There are a number of limitations to this study. First, this study was based on parental report without an objective measure of sleep, such as actigraphy. Future studies should include such additional measures. Second, the results may have been a result of demand characteristics in that there were expectations that sleep would improve. However, it is quite interesting to note that changes were not observed for those sleep variables that would not be expected to be affected by the institution of a bedtime routine. For example, as discussed above, there was no change in rise times or nap duration for the infants and toddlers in either routine group. None of these variables should have been affected by the implementation of the bedtime routine. Another limitation was the lack of a longer-term follow-up. It is not known whether improvements in sleep were maintained following the 2-week intervention period.
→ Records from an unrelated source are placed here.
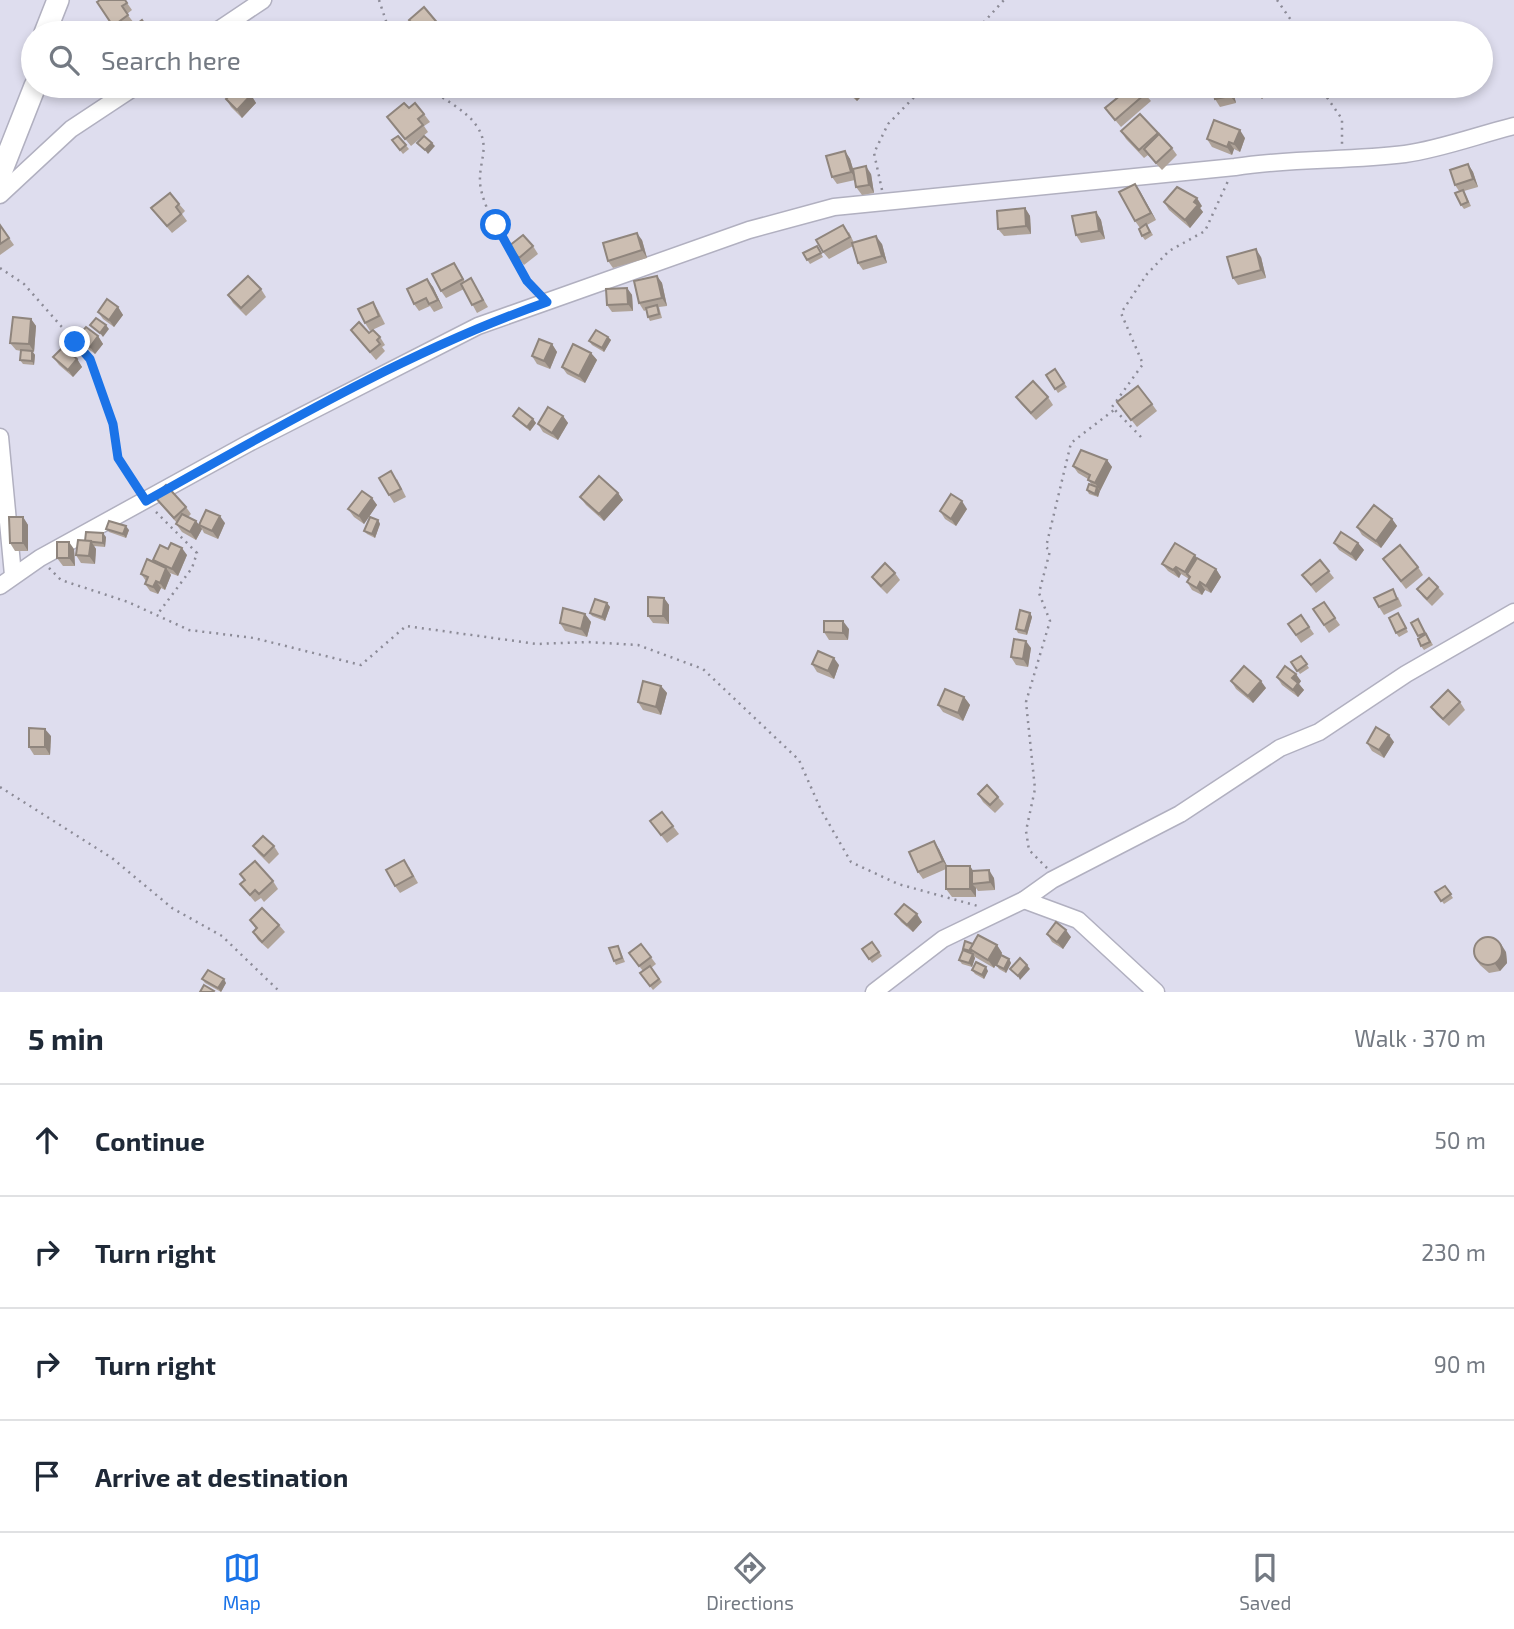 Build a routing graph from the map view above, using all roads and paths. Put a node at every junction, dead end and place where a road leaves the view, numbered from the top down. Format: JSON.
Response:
{"nodes":[{"id":1,"x":58,"y":0,"type":"edge"},
{"id":2,"x":263,"y":0,"type":"edge"},
{"id":3,"x":379,"y":0,"type":"edge"},
{"id":4,"x":1004,"y":0,"type":"edge"},
{"id":5,"x":1277,"y":0,"type":"edge"},
{"id":6,"x":49,"y":21,"type":"edge"},
{"id":7,"x":232,"y":21,"type":"edge"},
{"id":8,"x":386,"y":21,"type":"edge"},
{"id":9,"x":985,"y":21,"type":"edge"},
{"id":10,"x":1292,"y":21,"type":"edge"},
{"id":11,"x":30,"y":98,"type":"edge"},
{"id":12,"x":118,"y":98,"type":"edge"},
{"id":13,"x":441,"y":98,"type":"edge"},
{"id":14,"x":913,"y":98,"type":"edge"},
{"id":15,"x":1327,"y":98,"type":"edge"},
{"id":16,"x":1514,"y":126,"type":"edge"},
{"id":17,"x":1342,"y":160,"type":"junction"},
{"id":18,"x":1235,"y":167,"type":"junction"},
{"id":19,"x":0,"y":175,"type":"edge"},
{"id":20,"x":0,"y":195,"type":"edge"},
{"id":21,"x":884,"y":202,"type":"junction"},
{"id":22,"x":0,"y":268,"type":"edge"},
{"id":23,"x":547,"y":302,"type":"junction"},
{"id":24,"x":1114,"y":410,"type":"junction"},
{"id":25,"x":1141,"y":437,"type":"dead end"},
{"id":26,"x":0,"y":438,"type":"edge"},
{"id":27,"x":146,"y":501,"type":"junction"},
{"id":28,"x":40,"y":558,"type":"junction"},
{"id":29,"x":13,"y":575,"type":"junction"},
{"id":30,"x":0,"y":586,"type":"edge"},
{"id":31,"x":1514,"y":612,"type":"edge"},
{"id":32,"x":157,"y":615,"type":"junction"},
{"id":33,"x":0,"y":786,"type":"edge"},
{"id":34,"x":1055,"y":879,"type":"junction"},
{"id":35,"x":1017,"y":903,"type":"junction"},
{"id":36,"x":280,"y":992,"type":"edge"},
{"id":37,"x":874,"y":992,"type":"edge"},
{"id":38,"x":1156,"y":992,"type":"edge"}],
"edges":[{"from":1,"to":6,"type":"main road"},
{"from":2,"to":7,"type":"street"},
{"from":3,"to":8,"type":"path"},
{"from":4,"to":9,"type":"path"},
{"from":5,"to":10,"type":"path"},
{"from":11,"to":19,"type":"main road"},
{"from":12,"to":20,"type":"street"},
{"from":13,"to":23,"type":"path"},
{"from":14,"to":21,"type":"path"},
{"from":15,"to":17,"type":"path"},
{"from":16,"to":17,"type":"street"},
{"from":17,"to":18,"type":"street"},
{"from":18,"to":21,"type":"street"},
{"from":18,"to":24,"type":"path"},
{"from":21,"to":23,"type":"street"},
{"from":22,"to":27,"type":"path"},
{"from":23,"to":27,"type":"street"},
{"from":24,"to":25,"type":"path"},
{"from":24,"to":34,"type":"path"},
{"from":26,"to":29,"type":"street"},
{"from":27,"to":28,"type":"street"},
{"from":27,"to":32,"type":"path"},
{"from":28,"to":29,"type":"street"},
{"from":28,"to":32,"type":"path"},
{"from":29,"to":30,"type":"street"},
{"from":31,"to":34,"type":"street"},
{"from":32,"to":35,"type":"path"},
{"from":33,"to":36,"type":"path"},
{"from":34,"to":35,"type":"street"},
{"from":35,"to":37,"type":"street"},
{"from":35,"to":38,"type":"street"}]}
Future studies of the efficacy of implementation of a bedtime routine would benefit from longer-term follow-up. A final limitation was that only one specific bedtime routine was evaluated, with all families instituting the same routine of a bath, massage/lotion, and quiet activities. Thus, no conclusions can be made as to whether this specific routine led to the improvements in sleep or whether any routine would lead to improved sleep. Furthermore, this study did not allow for an evaluation of whether all components of the routine were essential. Further evaluation of a myriad of bedtime routines would help elucidate whether there are specific aspects of a bedtime routine that lead to more or less improvement in sleep.

Overall, this study found that institution of a consistent nightly bedtime routine improves sleep in infants and toddlers, as shown here with mild to moderate sleep problems. Such a routine appears to be highly efficacious; it can be easily adopted by practicing pediatricians and other pediatric providers as a routine recommendation for both prevention and treatment of sleep problems in young children. Primary care practitioners play an instrumental role in helping families institute positive sleep practices and improving sleep in infants and toddlers. This study provides pediatric practitioners with a simple message that parents can easily implement and one that requires minimal practitioner time.

DISCLOSURE STATEMENT

This study was supported by Johnson & Johnson Consumer Companies, Inc. Dr. Mindell has consulted for and participated in speaking engagements for Johnson & Johnson. The other authors are employees of Johnson & Johnson Consumer Companies, Inc.